Continuum thermomechanics hinges on the concept of a representative volume element (RVE), which is well defined in two situations only: (i) unit cell in a periodic microstructure, and (ii) statistically representative volume containing a very large (mathematically infinite) set of microscale elements (e.g., grains). Response of finite domains of material, however, displays statistical scatter and is dependent on the scale and boundary conditions. In order to accomplish stochastic homogenization of material response, scale-dependent hierarchies of bounds are extended to dissipative/irreversible phenomena within the framework of thermomechanics with internal variables. In particular, the free-energy function and the dissipation function become stochastic functionals whose scatter tends to decrease to zero as the material volume is increased. These functionals are linked to their duals via Legendre transforms either in the spaces of ensemble average velocities or ensemble-average dissipative forces. In the limit of infinite volumes (RVE limit (ii) above) all the functionals become deterministic, and classical Legendre transforms of deterministic thermomechanics hold. As an application, stochastic continuum damage mechanics of elastic-brittle solids is developed.

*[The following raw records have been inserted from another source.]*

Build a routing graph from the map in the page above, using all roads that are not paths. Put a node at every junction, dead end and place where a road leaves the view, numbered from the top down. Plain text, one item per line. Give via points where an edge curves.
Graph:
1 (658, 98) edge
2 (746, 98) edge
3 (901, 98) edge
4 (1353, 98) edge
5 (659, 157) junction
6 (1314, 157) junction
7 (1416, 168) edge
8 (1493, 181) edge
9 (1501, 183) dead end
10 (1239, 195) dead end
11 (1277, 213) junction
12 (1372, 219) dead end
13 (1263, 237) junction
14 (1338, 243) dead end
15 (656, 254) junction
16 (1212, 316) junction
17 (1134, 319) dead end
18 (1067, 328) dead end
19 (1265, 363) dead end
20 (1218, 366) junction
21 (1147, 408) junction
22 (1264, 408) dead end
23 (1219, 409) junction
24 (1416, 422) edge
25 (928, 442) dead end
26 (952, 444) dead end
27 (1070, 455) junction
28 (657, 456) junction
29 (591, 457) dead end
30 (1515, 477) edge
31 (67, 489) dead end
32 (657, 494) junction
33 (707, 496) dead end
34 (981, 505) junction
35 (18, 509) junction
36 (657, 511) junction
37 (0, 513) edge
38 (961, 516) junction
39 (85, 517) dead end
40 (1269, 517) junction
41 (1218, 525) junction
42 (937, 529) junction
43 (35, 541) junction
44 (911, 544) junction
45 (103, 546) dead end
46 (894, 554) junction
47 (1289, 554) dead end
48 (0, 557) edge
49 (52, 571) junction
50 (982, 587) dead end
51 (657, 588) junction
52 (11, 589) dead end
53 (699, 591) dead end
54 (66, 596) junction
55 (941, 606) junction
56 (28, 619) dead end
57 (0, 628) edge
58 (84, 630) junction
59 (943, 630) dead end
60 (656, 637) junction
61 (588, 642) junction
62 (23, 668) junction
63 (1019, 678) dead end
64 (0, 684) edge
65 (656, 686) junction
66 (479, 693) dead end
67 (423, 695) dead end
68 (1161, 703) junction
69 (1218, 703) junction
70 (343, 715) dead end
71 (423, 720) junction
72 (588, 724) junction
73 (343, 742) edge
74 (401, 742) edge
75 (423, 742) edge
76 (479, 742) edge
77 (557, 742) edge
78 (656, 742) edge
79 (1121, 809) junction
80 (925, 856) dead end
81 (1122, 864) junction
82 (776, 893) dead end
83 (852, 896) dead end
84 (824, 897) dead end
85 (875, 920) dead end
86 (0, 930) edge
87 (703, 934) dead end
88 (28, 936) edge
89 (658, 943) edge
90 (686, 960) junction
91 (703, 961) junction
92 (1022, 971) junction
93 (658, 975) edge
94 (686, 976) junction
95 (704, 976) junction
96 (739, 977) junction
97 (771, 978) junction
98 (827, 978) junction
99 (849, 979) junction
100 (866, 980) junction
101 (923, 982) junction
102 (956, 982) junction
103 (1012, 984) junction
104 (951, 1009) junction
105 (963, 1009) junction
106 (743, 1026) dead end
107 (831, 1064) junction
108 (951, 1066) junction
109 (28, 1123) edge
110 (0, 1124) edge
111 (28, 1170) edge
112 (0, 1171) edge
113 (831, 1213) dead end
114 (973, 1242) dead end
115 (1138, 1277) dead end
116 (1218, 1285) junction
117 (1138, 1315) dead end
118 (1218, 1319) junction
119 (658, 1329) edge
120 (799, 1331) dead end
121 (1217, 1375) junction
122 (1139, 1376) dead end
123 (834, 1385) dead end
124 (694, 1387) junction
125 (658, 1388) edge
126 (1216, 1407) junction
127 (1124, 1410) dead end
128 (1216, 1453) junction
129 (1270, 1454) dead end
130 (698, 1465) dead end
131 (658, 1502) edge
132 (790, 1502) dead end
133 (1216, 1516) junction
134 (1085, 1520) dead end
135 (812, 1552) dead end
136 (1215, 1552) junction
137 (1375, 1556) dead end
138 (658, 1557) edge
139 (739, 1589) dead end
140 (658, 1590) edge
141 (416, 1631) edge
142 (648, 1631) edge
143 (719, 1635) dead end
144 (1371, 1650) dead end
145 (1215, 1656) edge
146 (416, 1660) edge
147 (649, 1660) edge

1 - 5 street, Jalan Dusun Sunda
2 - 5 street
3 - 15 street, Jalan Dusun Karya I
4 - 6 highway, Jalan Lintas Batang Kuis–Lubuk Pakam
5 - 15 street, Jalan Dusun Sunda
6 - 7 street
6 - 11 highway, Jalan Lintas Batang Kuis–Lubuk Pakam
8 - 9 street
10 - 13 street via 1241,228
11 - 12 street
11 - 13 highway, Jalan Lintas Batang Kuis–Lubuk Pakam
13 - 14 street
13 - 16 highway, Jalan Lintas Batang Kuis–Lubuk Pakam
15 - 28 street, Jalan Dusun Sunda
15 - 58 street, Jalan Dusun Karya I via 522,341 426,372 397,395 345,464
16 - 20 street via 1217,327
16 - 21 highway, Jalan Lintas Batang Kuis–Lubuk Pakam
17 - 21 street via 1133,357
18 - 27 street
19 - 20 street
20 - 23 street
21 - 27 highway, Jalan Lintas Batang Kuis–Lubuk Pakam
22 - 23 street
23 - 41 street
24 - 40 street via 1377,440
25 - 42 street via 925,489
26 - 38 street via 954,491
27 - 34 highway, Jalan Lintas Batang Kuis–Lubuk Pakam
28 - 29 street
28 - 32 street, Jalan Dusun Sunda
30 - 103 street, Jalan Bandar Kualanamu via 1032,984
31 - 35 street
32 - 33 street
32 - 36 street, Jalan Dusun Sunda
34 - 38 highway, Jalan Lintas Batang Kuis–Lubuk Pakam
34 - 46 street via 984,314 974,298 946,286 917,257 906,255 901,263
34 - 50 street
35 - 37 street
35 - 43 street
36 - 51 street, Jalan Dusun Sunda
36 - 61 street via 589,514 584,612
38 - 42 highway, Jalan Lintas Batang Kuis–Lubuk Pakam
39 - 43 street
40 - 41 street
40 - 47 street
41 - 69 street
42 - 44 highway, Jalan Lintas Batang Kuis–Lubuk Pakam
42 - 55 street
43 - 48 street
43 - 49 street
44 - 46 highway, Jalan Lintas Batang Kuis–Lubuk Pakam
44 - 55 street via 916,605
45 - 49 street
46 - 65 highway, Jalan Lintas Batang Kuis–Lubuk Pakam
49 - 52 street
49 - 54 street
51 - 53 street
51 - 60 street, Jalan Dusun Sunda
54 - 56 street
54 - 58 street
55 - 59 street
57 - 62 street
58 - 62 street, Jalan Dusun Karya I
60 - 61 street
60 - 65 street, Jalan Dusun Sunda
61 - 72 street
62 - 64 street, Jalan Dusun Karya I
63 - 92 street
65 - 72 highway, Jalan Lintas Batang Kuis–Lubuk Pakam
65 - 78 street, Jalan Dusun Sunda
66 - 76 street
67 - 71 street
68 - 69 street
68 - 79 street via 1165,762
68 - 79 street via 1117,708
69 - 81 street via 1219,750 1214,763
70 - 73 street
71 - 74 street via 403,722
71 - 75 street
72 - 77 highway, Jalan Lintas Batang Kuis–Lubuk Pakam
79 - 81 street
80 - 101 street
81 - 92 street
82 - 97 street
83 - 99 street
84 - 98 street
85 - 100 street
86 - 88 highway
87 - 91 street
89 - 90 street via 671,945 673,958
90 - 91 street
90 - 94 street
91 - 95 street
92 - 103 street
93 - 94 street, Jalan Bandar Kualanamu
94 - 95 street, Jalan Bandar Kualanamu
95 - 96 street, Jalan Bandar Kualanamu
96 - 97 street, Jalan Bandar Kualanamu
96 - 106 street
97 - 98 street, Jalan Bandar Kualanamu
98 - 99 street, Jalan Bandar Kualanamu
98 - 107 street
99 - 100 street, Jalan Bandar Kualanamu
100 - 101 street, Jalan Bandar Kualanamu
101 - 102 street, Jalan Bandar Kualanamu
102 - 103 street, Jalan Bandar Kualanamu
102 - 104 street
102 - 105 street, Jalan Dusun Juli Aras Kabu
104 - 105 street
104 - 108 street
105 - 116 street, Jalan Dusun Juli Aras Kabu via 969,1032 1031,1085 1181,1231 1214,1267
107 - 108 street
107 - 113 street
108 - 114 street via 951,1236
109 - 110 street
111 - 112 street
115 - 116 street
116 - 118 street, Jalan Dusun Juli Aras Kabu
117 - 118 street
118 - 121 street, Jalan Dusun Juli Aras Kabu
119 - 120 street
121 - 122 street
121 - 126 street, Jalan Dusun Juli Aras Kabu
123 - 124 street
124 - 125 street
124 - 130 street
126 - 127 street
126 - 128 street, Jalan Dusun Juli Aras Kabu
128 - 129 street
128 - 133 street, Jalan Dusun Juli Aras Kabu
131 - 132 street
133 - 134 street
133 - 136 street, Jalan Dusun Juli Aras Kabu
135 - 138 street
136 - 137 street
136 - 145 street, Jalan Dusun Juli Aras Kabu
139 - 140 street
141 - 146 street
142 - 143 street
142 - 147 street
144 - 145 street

Microstructural Randomness Versus Representative Volume Element in Thermomechanics
Contributed by the Applied Mechanics Division of THE AMERICAN SOCIETY OF MECHANICAL ENGINEERS for publication in the ASME JOURNAL OF APPLIED MECHANICS. Manuscript received by the ASME Applied Mechanics Division, Aug. 31, 2000; final revision, June 12, 2001. Associate Editor: J. W. Ju. Discussion on the paper should be addressed to the Editor, Professor Lewis T. Wheeler, Department of Mechanical Engineering, University of Houston, Houston, TX 77204-4792, and will be accepted until four months after final publication of the paper itself in the ASME JOURNAL OF APPLIED MECHANICS.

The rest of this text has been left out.